Start of MATERIAL PROVIDED
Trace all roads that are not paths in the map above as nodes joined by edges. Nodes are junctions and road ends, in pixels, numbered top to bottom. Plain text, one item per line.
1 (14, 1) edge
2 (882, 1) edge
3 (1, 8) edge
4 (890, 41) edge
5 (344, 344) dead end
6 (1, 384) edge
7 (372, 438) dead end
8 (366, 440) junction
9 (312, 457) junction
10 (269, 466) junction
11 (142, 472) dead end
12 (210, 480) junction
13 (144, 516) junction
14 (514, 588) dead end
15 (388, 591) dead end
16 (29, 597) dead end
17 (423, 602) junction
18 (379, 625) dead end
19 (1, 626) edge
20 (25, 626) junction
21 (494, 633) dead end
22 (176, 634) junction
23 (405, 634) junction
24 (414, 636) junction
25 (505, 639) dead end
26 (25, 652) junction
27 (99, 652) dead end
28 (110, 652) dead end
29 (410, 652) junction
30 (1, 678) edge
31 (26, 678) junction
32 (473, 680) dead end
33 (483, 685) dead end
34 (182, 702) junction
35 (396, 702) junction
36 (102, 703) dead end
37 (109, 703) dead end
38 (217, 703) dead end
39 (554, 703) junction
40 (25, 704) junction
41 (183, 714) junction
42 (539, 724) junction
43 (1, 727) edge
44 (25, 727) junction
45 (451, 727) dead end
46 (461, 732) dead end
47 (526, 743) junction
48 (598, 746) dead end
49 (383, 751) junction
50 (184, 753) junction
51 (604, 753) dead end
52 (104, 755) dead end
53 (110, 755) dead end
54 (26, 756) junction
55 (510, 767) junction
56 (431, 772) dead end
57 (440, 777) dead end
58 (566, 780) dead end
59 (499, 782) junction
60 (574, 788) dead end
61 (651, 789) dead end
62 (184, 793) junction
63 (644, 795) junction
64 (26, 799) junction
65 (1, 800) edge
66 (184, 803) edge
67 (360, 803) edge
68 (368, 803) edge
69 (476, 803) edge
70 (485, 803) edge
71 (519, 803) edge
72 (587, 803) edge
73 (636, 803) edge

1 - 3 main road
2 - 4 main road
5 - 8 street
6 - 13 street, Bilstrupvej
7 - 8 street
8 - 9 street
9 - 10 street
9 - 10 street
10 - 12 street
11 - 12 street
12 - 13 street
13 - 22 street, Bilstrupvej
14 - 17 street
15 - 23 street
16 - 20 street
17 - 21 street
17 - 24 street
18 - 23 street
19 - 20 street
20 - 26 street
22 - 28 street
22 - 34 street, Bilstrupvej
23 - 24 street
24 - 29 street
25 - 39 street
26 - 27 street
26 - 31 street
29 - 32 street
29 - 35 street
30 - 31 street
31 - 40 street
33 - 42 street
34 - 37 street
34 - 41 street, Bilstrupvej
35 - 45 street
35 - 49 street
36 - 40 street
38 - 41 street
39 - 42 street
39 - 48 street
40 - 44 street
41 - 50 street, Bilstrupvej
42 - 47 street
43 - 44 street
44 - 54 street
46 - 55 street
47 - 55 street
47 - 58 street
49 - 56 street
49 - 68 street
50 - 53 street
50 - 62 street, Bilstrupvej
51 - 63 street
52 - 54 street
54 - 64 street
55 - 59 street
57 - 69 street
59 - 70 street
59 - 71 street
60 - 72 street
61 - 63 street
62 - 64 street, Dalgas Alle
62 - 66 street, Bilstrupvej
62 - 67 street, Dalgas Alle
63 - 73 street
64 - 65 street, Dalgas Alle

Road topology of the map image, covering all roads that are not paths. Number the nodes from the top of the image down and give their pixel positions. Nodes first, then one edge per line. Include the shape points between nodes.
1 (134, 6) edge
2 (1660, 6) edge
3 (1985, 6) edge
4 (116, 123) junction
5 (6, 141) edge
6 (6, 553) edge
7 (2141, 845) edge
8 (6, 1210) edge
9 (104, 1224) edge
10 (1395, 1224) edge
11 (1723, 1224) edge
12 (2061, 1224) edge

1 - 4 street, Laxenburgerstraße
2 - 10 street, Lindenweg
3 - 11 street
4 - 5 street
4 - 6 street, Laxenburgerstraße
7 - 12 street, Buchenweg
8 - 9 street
End of MATERIAL PROVIDED
__TASK PROMPT__: Give back each entry exactly as it was written.

__YOUR RESPONSE__:
Trace all roads that are not paths in the map above as nodes joined by edges. Nodes are junctions and road ends, in pixels, numbered top to bottom. Plain text, one item per line.
1 (14, 1) edge
2 (882, 1) edge
3 (1, 8) edge
4 (890, 41) edge
5 (344, 344) dead end
6 (1, 384) edge
7 (372, 438) dead end
8 (366, 440) junction
9 (312, 457) junction
10 (269, 466) junction
11 (142, 472) dead end
12 (210, 480) junction
13 (144, 516) junction
14 (514, 588) dead end
15 (388, 591) dead end
16 (29, 597) dead end
17 (423, 602) junction
18 (379, 625) dead end
19 (1, 626) edge
20 (25, 626) junction
21 (494, 633) dead end
22 (176, 634) junction
23 (405, 634) junction
24 (414, 636) junction
25 (505, 639) dead end
26 (25, 652) junction
27 (99, 652) dead end
28 (110, 652) dead end
29 (410, 652) junction
30 (1, 678) edge
31 (26, 678) junction
32 (473, 680) dead end
33 (483, 685) dead end
34 (182, 702) junction
35 (396, 702) junction
36 (102, 703) dead end
37 (109, 703) dead end
38 (217, 703) dead end
39 (554, 703) junction
40 (25, 704) junction
41 (183, 714) junction
42 (539, 724) junction
43 (1, 727) edge
44 (25, 727) junction
45 (451, 727) dead end
46 (461, 732) dead end
47 (526, 743) junction
48 (598, 746) dead end
49 (383, 751) junction
50 (184, 753) junction
51 (604, 753) dead end
52 (104, 755) dead end
53 (110, 755) dead end
54 (26, 756) junction
55 (510, 767) junction
56 (431, 772) dead end
57 (440, 777) dead end
58 (566, 780) dead end
59 (499, 782) junction
60 (574, 788) dead end
61 (651, 789) dead end
62 (184, 793) junction
63 (644, 795) junction
64 (26, 799) junction
65 (1, 800) edge
66 (184, 803) edge
67 (360, 803) edge
68 (368, 803) edge
69 (476, 803) edge
70 (485, 803) edge
71 (519, 803) edge
72 (587, 803) edge
73 (636, 803) edge

1 - 3 main road
2 - 4 main road
5 - 8 street
6 - 13 street, Bilstrupvej
7 - 8 street
8 - 9 street
9 - 10 street
9 - 10 street
10 - 12 street
11 - 12 street
12 - 13 street
13 - 22 street, Bilstrupvej
14 - 17 street
15 - 23 street
16 - 20 street
17 - 21 street
17 - 24 street
18 - 23 street
19 - 20 street
20 - 26 street
22 - 28 street
22 - 34 street, Bilstrupvej
23 - 24 street
24 - 29 street
25 - 39 street
26 - 27 street
26 - 31 street
29 - 32 street
29 - 35 street
30 - 31 street
31 - 40 street
33 - 42 street
34 - 37 street
34 - 41 street, Bilstrupvej
35 - 45 street
35 - 49 street
36 - 40 street
38 - 41 street
39 - 42 street
39 - 48 street
40 - 44 street
41 - 50 street, Bilstrupvej
42 - 47 street
43 - 44 street
44 - 54 street
46 - 55 street
47 - 55 street
47 - 58 street
49 - 56 street
49 - 68 street
50 - 53 street
50 - 62 street, Bilstrupvej
51 - 63 street
52 - 54 street
54 - 64 street
55 - 59 street
57 - 69 street
59 - 70 street
59 - 71 street
60 - 72 street
61 - 63 street
62 - 64 street, Dalgas Alle
62 - 66 street, Bilstrupvej
62 - 67 street, Dalgas Alle
63 - 73 street
64 - 65 street, Dalgas Alle

Road topology of the map image, covering all roads that are not paths. Number the nodes from the top of the image down and give their pixel positions. Nodes first, then one edge per line. Include the shape points between nodes.
1 (134, 6) edge
2 (1660, 6) edge
3 (1985, 6) edge
4 (116, 123) junction
5 (6, 141) edge
6 (6, 553) edge
7 (2141, 845) edge
8 (6, 1210) edge
9 (104, 1224) edge
10 (1395, 1224) edge
11 (1723, 1224) edge
12 (2061, 1224) edge

1 - 4 street, Laxenburgerstraße
2 - 10 street, Lindenweg
3 - 11 street
4 - 5 street
4 - 6 street, Laxenburgerstraße
7 - 12 street, Buchenweg
8 - 9 street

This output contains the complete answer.